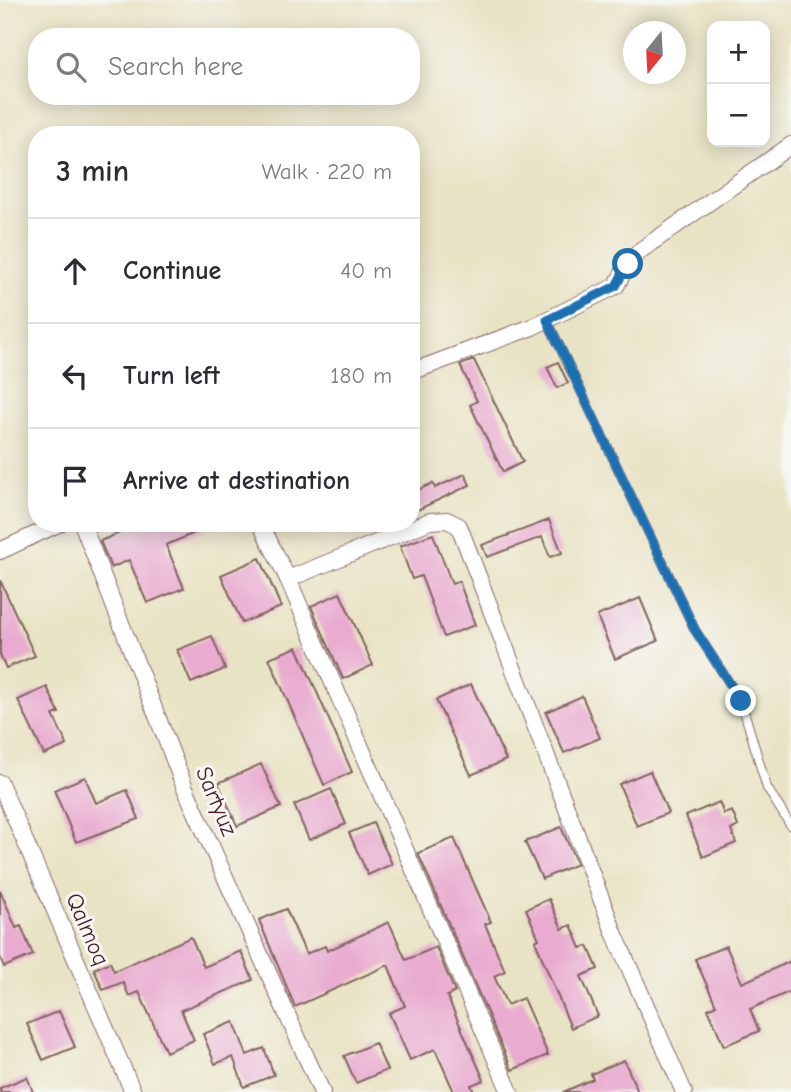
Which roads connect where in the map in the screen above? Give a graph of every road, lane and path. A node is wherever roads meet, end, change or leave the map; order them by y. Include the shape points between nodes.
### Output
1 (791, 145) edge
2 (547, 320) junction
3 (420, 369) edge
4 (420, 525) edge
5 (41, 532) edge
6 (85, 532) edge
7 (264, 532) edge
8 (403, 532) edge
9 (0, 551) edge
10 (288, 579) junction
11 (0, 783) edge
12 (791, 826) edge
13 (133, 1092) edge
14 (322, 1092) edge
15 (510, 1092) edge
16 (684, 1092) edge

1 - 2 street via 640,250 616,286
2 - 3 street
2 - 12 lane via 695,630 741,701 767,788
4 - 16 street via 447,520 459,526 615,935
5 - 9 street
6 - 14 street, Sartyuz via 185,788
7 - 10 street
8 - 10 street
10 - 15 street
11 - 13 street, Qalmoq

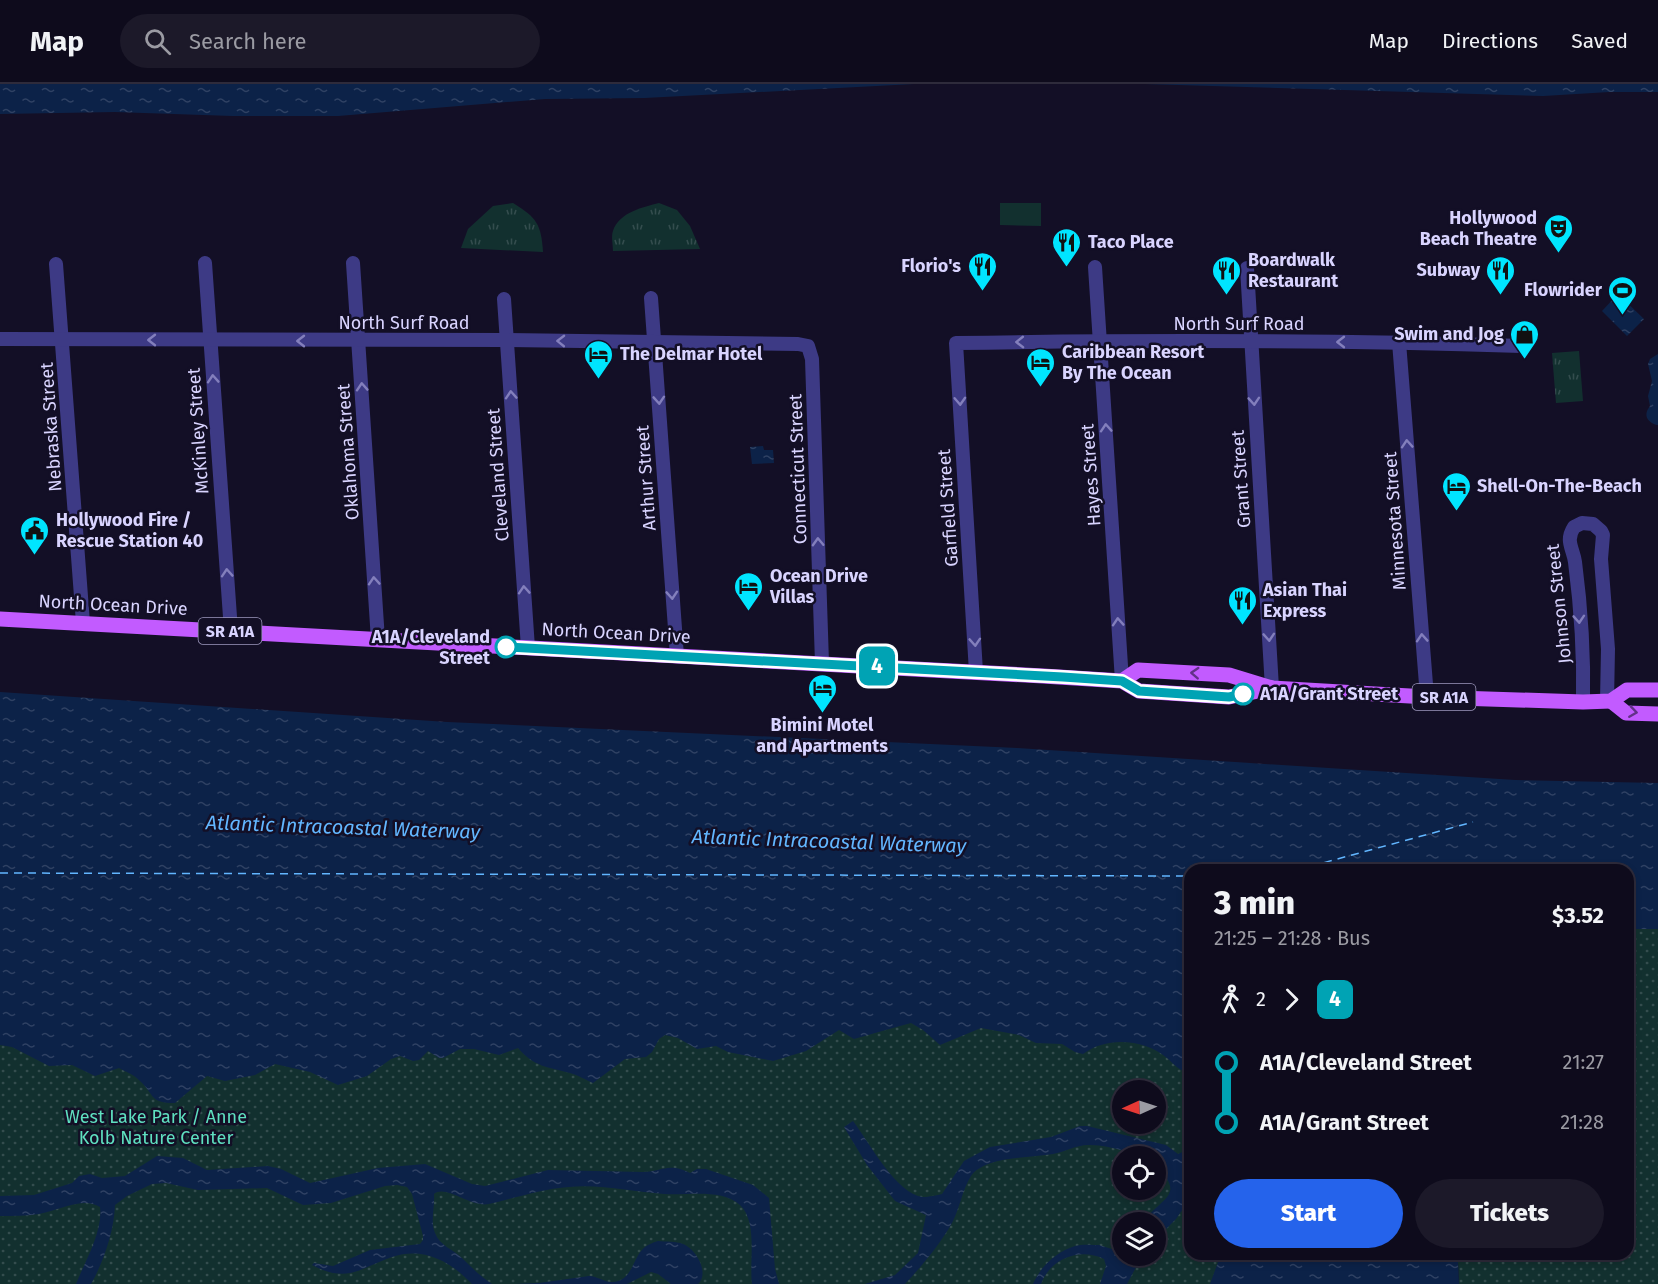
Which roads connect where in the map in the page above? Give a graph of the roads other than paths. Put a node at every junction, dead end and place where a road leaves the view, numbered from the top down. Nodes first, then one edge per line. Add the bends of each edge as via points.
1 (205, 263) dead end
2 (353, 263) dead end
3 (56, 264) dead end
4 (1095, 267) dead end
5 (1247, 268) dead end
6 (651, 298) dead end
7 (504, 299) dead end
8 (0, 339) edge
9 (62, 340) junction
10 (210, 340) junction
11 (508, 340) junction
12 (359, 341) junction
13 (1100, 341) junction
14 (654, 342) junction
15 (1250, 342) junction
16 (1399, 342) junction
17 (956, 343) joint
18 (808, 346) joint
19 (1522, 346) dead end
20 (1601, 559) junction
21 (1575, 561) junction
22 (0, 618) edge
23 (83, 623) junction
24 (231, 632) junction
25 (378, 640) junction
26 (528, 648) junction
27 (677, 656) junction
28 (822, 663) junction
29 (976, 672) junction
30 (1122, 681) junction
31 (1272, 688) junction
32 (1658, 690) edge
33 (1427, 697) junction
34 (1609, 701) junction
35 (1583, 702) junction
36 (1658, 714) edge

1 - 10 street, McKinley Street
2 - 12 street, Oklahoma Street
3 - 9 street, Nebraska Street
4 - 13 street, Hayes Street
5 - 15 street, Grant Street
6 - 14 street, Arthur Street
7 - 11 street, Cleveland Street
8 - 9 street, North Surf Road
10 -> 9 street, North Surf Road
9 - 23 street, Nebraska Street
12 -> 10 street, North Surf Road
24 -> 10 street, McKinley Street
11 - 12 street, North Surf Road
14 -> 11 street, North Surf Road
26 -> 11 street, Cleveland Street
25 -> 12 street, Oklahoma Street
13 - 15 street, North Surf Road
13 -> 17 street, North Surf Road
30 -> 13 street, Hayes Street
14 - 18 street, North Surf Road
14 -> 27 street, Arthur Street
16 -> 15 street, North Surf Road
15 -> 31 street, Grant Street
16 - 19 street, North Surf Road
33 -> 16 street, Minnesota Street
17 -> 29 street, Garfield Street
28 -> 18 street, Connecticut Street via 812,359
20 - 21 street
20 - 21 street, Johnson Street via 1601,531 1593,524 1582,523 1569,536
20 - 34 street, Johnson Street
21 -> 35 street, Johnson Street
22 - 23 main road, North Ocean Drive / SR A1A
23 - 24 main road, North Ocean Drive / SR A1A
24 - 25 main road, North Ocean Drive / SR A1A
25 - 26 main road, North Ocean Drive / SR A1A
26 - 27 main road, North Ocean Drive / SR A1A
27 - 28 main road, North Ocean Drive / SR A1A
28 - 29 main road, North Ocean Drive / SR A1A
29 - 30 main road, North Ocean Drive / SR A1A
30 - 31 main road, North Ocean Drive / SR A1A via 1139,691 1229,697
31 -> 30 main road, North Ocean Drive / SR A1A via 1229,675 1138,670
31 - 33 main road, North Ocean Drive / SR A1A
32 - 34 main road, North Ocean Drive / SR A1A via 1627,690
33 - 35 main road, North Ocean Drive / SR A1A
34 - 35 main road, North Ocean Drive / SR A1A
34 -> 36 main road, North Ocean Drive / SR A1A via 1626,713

▬▬▬▬▬▬▬▬▬▬

Go through the lines above and copy any that contain "where".

Which roads connect where in the map in the screen above? Give a graph of every road, lane and path. A node is wherever roads meet, end, change or leave the map; order them by y. Include the shape points between nodes.
Which roads connect where in the map in the page above? Give a graph of the roads other than paths. Put a node at every junction, dead end and place where a road leaves the view, numbered from the top down. Nodes first, then one edge per line. Add the bends of each edge as via points.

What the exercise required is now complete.